Among these records, which lines include "lane"? Copy them out.

--- Exercise inputs ---

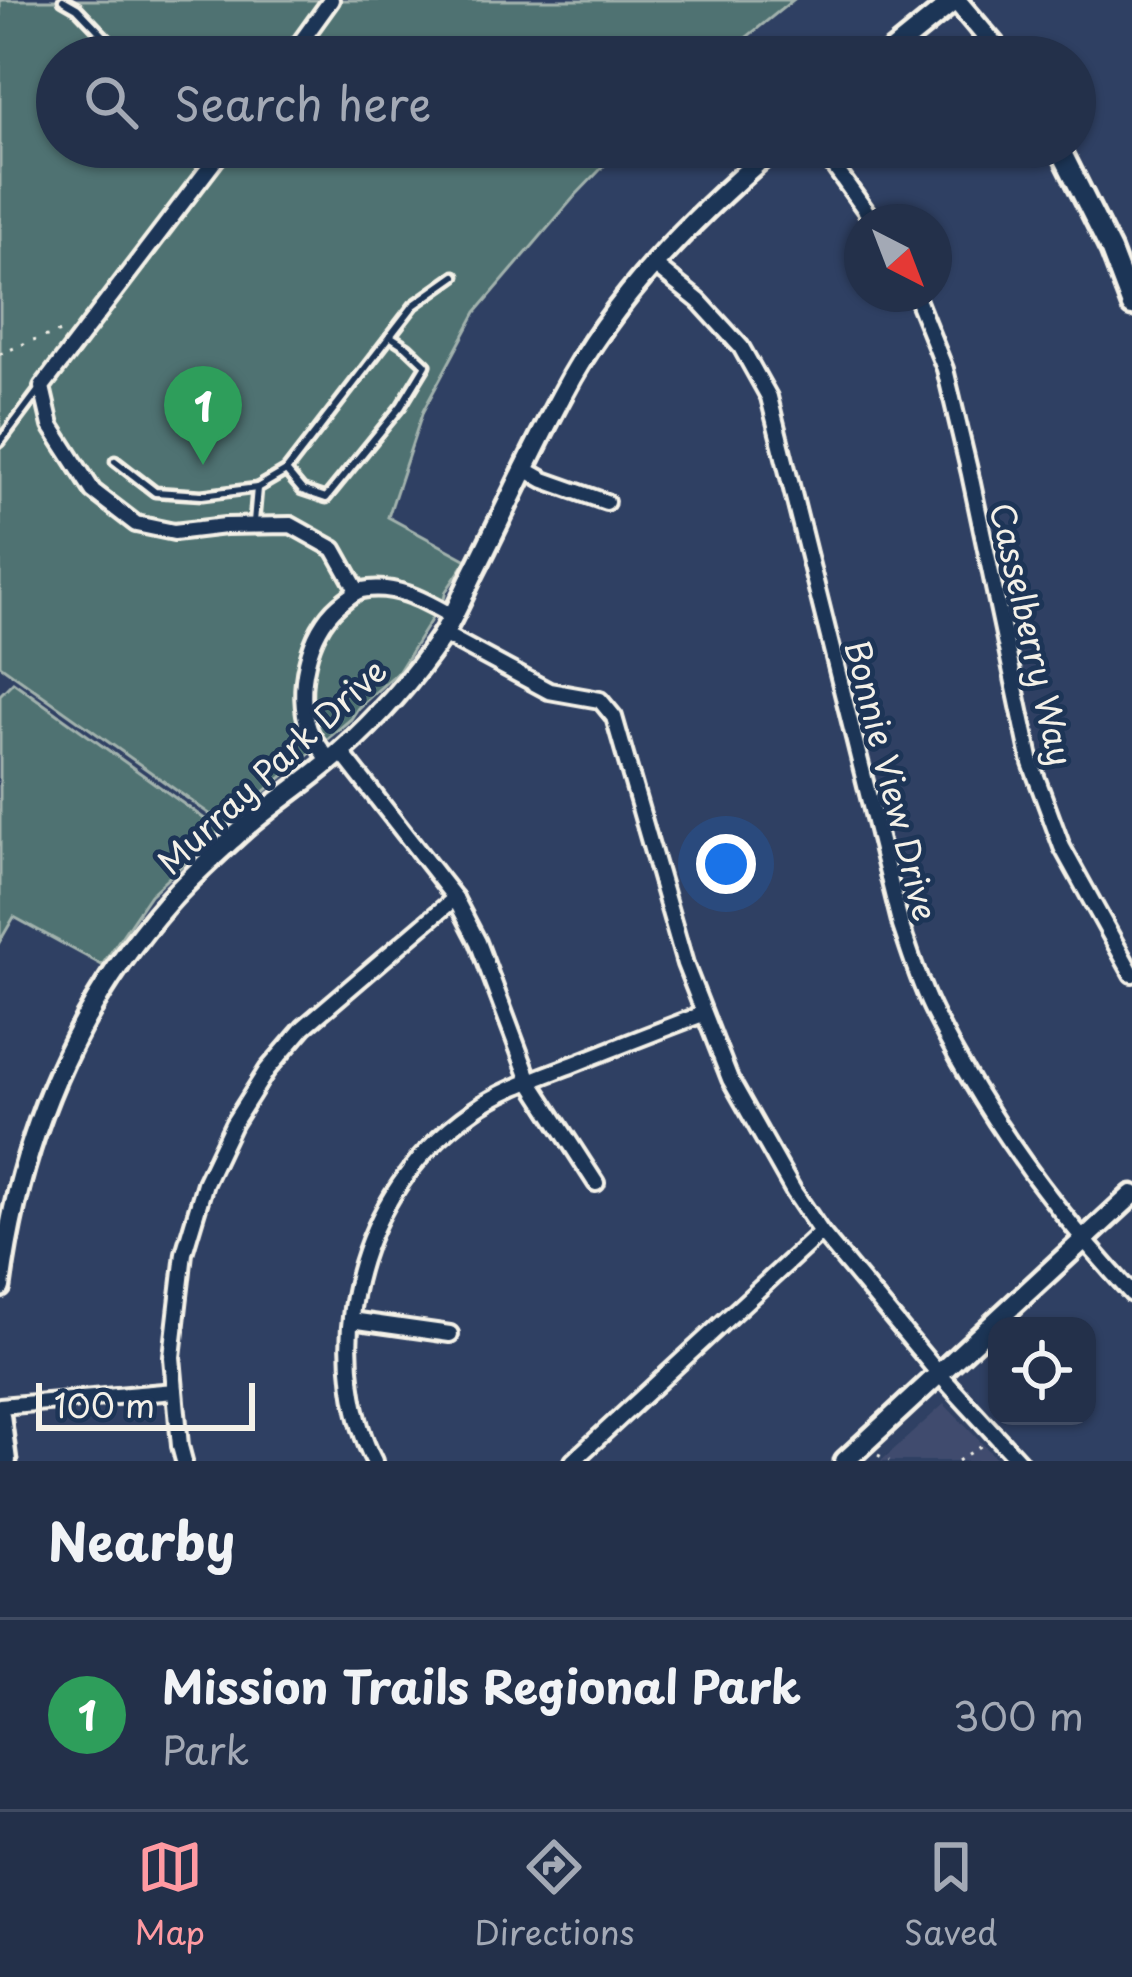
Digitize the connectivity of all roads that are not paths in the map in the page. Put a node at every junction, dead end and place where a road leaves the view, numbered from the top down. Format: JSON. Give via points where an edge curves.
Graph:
{"nodes":[{"id":1,"x":63,"y":0,"type":"edge"},
{"id":2,"x":331,"y":0,"type":"edge"},
{"id":3,"x":956,"y":0,"type":"edge"},
{"id":4,"x":104,"y":36,"type":"edge"},
{"id":5,"x":305,"y":36,"type":"edge"},
{"id":6,"x":911,"y":36,"type":"edge"},
{"id":7,"x":986,"y":36,"type":"edge"},
{"id":8,"x":209,"y":168,"type":"edge"},
{"id":9,"x":751,"y":168,"type":"edge"},
{"id":10,"x":835,"y":168,"type":"edge"},
{"id":11,"x":1070,"y":168,"type":"edge"},
{"id":12,"x":861,"y":204,"type":"edge"},
{"id":13,"x":652,"y":264,"type":"junction"},
{"id":14,"x":455,"y":275,"type":"dead end"},
{"id":15,"x":1132,"y":306,"type":"edge"},
{"id":16,"x":922,"y":312,"type":"edge"},
{"id":17,"x":390,"y":336,"type":"junction"},
{"id":18,"x":42,"y":387,"type":"junction"},
{"id":19,"x":0,"y":442,"type":"edge"},
{"id":20,"x":115,"y":461,"type":"dead end"},
{"id":21,"x":524,"y":468,"type":"junction"},
{"id":22,"x":286,"y":471,"type":"junction"},
{"id":23,"x":257,"y":488,"type":"junction"},
{"id":24,"x":606,"y":502,"type":"dead end"},
{"id":25,"x":254,"y":526,"type":"junction"},
{"id":26,"x":357,"y":590,"type":"junction"},
{"id":27,"x":448,"y":625,"type":"junction"},
{"id":28,"x":335,"y":756,"type":"junction"},
{"id":29,"x":455,"y":898,"type":"junction"},
{"id":30,"x":1132,"y":974,"type":"edge"},
{"id":31,"x":703,"y":1014,"type":"junction"},
{"id":32,"x":530,"y":1081,"type":"junction"},
{"id":33,"x":596,"y":1183,"type":"dead end"},
{"id":34,"x":1132,"y":1196,"type":"edge"},
{"id":35,"x":821,"y":1232,"type":"junction"},
{"id":36,"x":1082,"y":1241,"type":"junction"},
{"id":37,"x":0,"y":1287,"type":"edge"},
{"id":38,"x":1132,"y":1294,"type":"edge"},
{"id":39,"x":351,"y":1320,"type":"junction"},
{"id":40,"x":450,"y":1334,"type":"dead end"},
{"id":41,"x":939,"y":1374,"type":"junction"},
{"id":42,"x":175,"y":1391,"type":"junction"},
{"id":43,"x":0,"y":1406,"type":"edge"},
{"id":44,"x":0,"y":1415,"type":"edge"},
{"id":45,"x":6,"y":1461,"type":"edge"},
{"id":46,"x":184,"y":1461,"type":"edge"},
{"id":47,"x":374,"y":1461,"type":"edge"},
{"id":48,"x":574,"y":1461,"type":"edge"},
{"id":49,"x":845,"y":1461,"type":"edge"},
{"id":50,"x":1018,"y":1461,"type":"edge"}],
"edges":[{"from":1,"to":4,"type":"lane"},
{"from":2,"to":5,"type":"street"},
{"from":3,"to":6,"type":"street"},
{"from":3,"to":7,"type":"street"},
{"from":8,"to":18,"type":"street"},
{"from":9,"to":13,"type":"street","name":"Murray Park Drive"},
{"from":10,"to":12,"type":"street"},
{"from":11,"to":15,"type":"street"},
{"from":13,"to":21,"type":"street","name":"Murray Park Drive","via":[[566,387]]},
{"from":13,"to":36,"type":"street","name":"Bonnie View Drive","via":[[741,347],[769,397],[901,926],[932,1011],[998,1126]]},
{"from":14,"to":17,"type":"lane","via":[[414,305]]},
{"from":16,"to":30,"type":"street","name":"Casselberry Way","via":[[950,390],[1031,763],[1062,847]]},
{"from":17,"to":22,"type":"lane"},
{"from":17,"to":22,"type":"lane","via":[[426,365],[401,406],[326,498],[302,490]]},
{"from":18,"to":19,"type":"lane"},
{"from":18,"to":25,"type":"street","via":[[51,426],[93,491],[136,524],[174,532]]},
{"from":20,"to":23,"type":"lane","via":[[154,492]]},
{"from":21,"to":24,"type":"street"},
{"from":21,"to":27,"type":"street","name":"Murray Park Drive"},
{"from":22,"to":23,"type":"lane"},
{"from":23,"to":25,"type":"lane"},
{"from":25,"to":26,"type":"street","via":[[291,525],[334,549]]},
{"from":26,"to":27,"type":"street","via":[[418,598]]},
{"from":26,"to":28,"type":"street","via":[[323,624],[306,664],[310,731]]},
{"from":27,"to":28,"type":"street","name":"Murray Park Drive","via":[[396,698]]},
{"from":27,"to":31,"type":"street","via":[[549,691],[600,700],[614,717]]},
{"from":28,"to":29,"type":"street"},
{"from":28,"to":37,"type":"street","name":"Murray Park Drive","via":[[168,902],[106,984],[34,1131]]},
{"from":29,"to":32,"type":"street"},
{"from":29,"to":42,"type":"street","via":[[304,1027],[233,1124],[184,1253]]},
{"from":31,"to":32,"type":"street"},
{"from":31,"to":35,"type":"street","via":[[730,1079]]},
{"from":32,"to":33,"type":"street"},
{"from":32,"to":39,"type":"street","via":[[476,1108],[408,1172],[368,1243]]},
{"from":34,"to":36,"type":"street"},
{"from":35,"to":41,"type":"street"},
{"from":35,"to":48,"type":"street"},
{"from":36,"to":38,"type":"street","name":"Bonnie View Drive"},
{"from":36,"to":41,"type":"street"},
{"from":39,"to":40,"type":"street"},
{"from":39,"to":47,"type":"street","via":[[359,1420]]},
{"from":41,"to":49,"type":"street"},
{"from":41,"to":50,"type":"street"},
{"from":42,"to":43,"type":"street"},
{"from":42,"to":46,"type":"street"},
{"from":44,"to":45,"type":"street"}]}
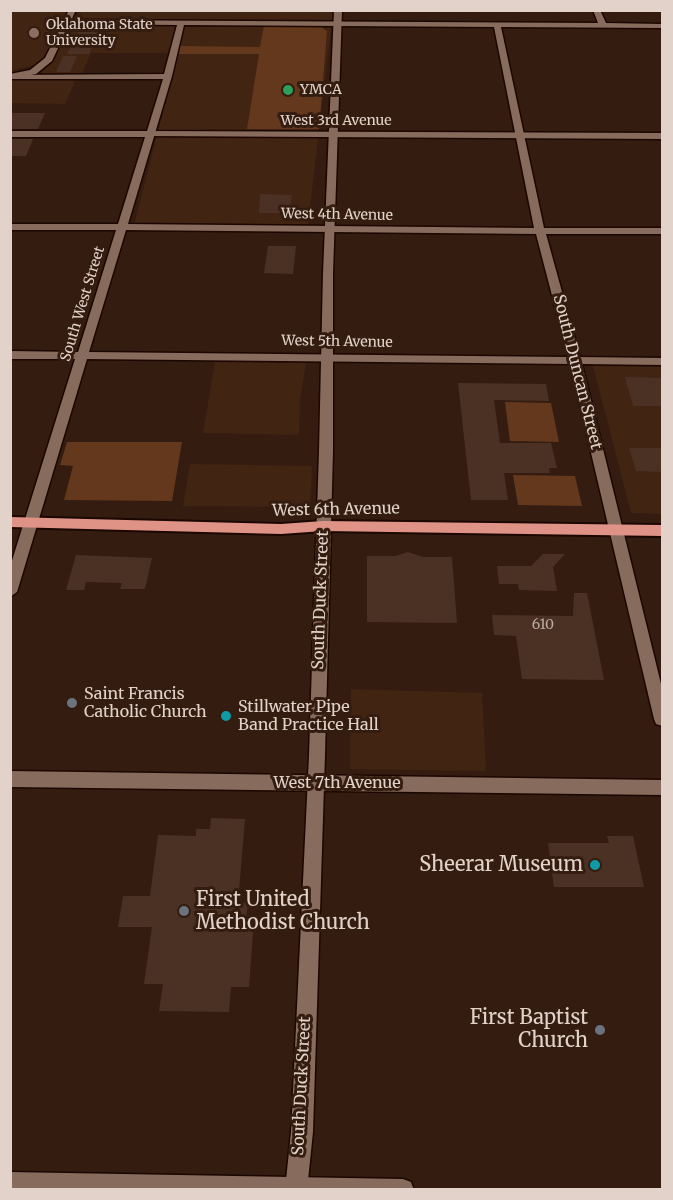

---

◆ **Task solution**:
"edges":[{"from":1,"to":4,"type":"lane"},
{"from":14,"to":17,"type":"lane","via":[[414,305]]},
{"from":17,"to":22,"type":"lane"},
{"from":17,"to":22,"type":"lane","via":[[426,365],[401,406],[326,498],[302,490]]},
{"from":18,"to":19,"type":"lane"},
{"from":20,"to":23,"type":"lane","via":[[154,492]]},
{"from":22,"to":23,"type":"lane"},
{"from":23,"to":25,"type":"lane"},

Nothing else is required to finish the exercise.